By: Transmute Jun
I’ve been attending SDCC since 2008, so I’m definitely not a newbie. Yet things at this con seem to change every year, and 2016 was no exception. This biggest change this year was the use of RFID badges, which seems to have worked out well for the majority of attendees. I made my life much easier by having a retractable cord badge clip, which meant that I didn’t have to bend down awkwardly every time I passed a scanner.
Preview Night was less hectic this year. Don’t get me wrong: there were still lines for the good stuff, but it seemed like no lines were capped. I was able to get into every line I wanted, although some of them were quite long. Correction: I was never able to get into the X-Men Escape Room, as they were always out of fastpasses whenever I went by during the entire con. Swag was present on the exhibit floor, but definitely less than in previous years. I’ve seen this trend every year since I started attending. Continuing with this pattern, the swag from offsites in the Gaslamp and around the convention center was quite good, and most of the long offsite lines did result in something worthwhile.
Ah yes, the lines. While everyone expects long lines to get into Hall H, Ballroom 20, and the Sails (in the morning), the lines at the offsites went off the rails this year. The line for the Game of Thrones offsite was far bigger than in previous years, perhaps because the first 500 attendees every day received a Funko Pop. I gave up on getting into the Mr. Robot offsite, because I just couldn’t stand waiting so long in the sweltering heat that enveloped San Diego during this con (more about the weather later).
The two most popular offsites were the Conan shows (where the standby line started so early, you would have thought they were lining up for Hall H) and the Star Trek: Beyond movie premiere (where thousands of people baked in the sun for hours to have a chance of attending). Nerd HQ also drew in its fair share of attendees: both gamers (who enjoyed the exhibits on the main floor) and people who were attending panels.
Hall H lines started earlier this year, which wasn’t really a surprise for most people. The good news is that the wristband system has been refined, and distribution is now down to a science. The bad news is that there were two ‘unofficial’ Saturday Next Day Lines, resulting in a kerfuffle amongst attendees before everything was sorted out. CCI either needs to make provisions for people lining up more than 24 hours in advance, or employ security to keep people away until that time. The current system isn’t going to cut it.
The panels themselves were similar to prior years. Not to say that the material was the same (although in some cases, such as Quick Draw or Starship Smackdown, things don’t really change much from year to year) but that the quality and types of panels seemed consistent with the past couple of years. I was in Hall H on Friday, and the panels were worth the wait I had put in. I never made it into Ballroom 20, but I did get into 6A and 6BCF a couple of times, with good results. Occasionally, a panel didn’t meet my expectations, but then there were others that blew me away, so it all evened out in the end.

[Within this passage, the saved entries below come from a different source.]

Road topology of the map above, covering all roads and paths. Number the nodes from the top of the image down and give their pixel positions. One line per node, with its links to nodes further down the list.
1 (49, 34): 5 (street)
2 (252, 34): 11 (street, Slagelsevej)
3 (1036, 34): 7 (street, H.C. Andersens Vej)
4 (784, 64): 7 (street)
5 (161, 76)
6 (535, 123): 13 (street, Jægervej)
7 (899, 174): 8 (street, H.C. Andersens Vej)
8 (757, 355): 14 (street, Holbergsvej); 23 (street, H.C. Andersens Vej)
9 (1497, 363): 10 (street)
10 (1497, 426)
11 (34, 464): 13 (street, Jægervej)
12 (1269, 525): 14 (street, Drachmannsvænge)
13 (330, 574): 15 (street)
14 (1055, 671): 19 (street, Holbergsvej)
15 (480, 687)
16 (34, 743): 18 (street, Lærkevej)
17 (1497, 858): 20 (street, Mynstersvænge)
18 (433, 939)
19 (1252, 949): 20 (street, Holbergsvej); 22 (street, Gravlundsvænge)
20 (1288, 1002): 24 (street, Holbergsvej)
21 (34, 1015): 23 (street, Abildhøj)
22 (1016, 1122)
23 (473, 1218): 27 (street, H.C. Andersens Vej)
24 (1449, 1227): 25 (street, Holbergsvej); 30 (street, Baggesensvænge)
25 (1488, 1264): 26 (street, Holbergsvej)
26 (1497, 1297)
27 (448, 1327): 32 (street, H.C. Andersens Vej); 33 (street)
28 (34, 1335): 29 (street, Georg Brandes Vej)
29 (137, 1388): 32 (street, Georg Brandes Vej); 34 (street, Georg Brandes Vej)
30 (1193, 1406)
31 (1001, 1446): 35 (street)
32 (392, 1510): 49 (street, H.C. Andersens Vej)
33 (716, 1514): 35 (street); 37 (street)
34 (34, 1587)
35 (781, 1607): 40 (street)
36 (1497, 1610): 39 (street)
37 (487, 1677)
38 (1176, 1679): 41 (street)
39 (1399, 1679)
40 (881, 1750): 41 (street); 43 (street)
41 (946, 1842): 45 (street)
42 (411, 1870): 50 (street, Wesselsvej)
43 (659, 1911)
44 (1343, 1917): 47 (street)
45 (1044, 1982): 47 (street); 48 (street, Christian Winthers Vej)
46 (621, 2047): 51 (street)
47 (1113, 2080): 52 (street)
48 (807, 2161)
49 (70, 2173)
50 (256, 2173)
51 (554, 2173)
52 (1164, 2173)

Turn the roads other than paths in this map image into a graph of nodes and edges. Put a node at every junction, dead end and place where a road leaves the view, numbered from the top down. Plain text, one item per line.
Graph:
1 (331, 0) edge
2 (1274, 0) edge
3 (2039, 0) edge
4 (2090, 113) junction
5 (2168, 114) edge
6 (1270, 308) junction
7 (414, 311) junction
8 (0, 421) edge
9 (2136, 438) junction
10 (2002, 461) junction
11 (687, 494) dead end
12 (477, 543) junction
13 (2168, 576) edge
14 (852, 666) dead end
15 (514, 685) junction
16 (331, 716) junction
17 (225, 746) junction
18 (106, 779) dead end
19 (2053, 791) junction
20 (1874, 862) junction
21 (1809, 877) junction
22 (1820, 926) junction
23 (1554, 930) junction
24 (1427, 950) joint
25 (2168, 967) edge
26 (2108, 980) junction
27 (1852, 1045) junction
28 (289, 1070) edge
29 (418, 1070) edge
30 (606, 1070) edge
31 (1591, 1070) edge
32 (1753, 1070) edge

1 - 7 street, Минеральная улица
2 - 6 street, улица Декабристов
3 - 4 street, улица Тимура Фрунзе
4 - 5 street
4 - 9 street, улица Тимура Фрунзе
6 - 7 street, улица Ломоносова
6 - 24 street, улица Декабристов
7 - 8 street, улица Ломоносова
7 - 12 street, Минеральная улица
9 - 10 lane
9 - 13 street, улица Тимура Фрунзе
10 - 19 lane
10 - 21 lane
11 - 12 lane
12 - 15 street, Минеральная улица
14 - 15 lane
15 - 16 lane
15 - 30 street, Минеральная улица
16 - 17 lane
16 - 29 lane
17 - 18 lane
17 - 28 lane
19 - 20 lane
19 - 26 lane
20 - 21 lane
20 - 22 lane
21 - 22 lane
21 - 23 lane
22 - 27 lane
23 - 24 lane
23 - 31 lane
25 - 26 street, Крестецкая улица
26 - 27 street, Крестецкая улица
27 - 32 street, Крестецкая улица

I don’t really spend much time on big celebrity autographs, but I did find myself in a few signings on Sunday for authors. These signings went smoothly and were run similarly to previous years. New for me this year, I found myself in an unexpected ‘random drawing’ for John Barrowman’s autograph Sunday around lunchtime. Until the day before, the booth sponsoring the signing had insisted that I should simply show up in the Sails, with no ticket or wristband needed. But on Sunday morning CCI decided that a random draw should be instituted instead. With no warning or advance notice, I was just happy that I was able to draw that winning ticket on my first try. Given how many different procedures there are for autographs, it would be nice if CCI would announce the policies in advance and then stick to them. Changing things mid-show is only going to create hassles for both attendees and security.
The biggest surprise of the con for me was actually the crowds on Sunday. The exhibit floor was packed to the gills, and even the lower-numbered aisles which are usually somewhat clear were standing room only. My guess is that this was because of the weather. Yes, the weather. I can’t complete my reflections of SDCC without dwelling on the most un-California-like humidity we all experienced during the con. The temperatures themselves were reasonable, in the high 70s and occasionally touching 80, but the humidity made any kind of outside activity torturous and sweat-drenched. I suspect that many more people were fed up with the weather, opting to stay inside the large, air-conditioned convention center on Sunday. I also believe that the intense humidity was the cause of the lower levels of cosplay we saw this year. There were cosplayers, but they weren’t roaming as much as I have seen in the past, and there were many fewer of them, as a percentage of the overall attendee population. I myself usually cosplay for at least 4 of the 5 days, but this year cut it down to 2, because of the uncomfortable weather. The day I wore my heaviest cosplay, I spent most of my time inside the convention center, refusing to wander around outside, knowing that it would be miserable. I sincerely hope that next year we are back to the usual dry California summer!
Of course, the best part of all was being able to meet up with my friends from FoCC, and hanging out with them during the con. The forum lanyards many of us wear made people easy to spot, and I ran into some people whom I would not have recognized without them. It’s great to have an instant circle of friends with whom to chat and network.
Overall, while there were a few negatives, SDCC 2016 was a fantastic experience for me, and I am already looking forward to 2017.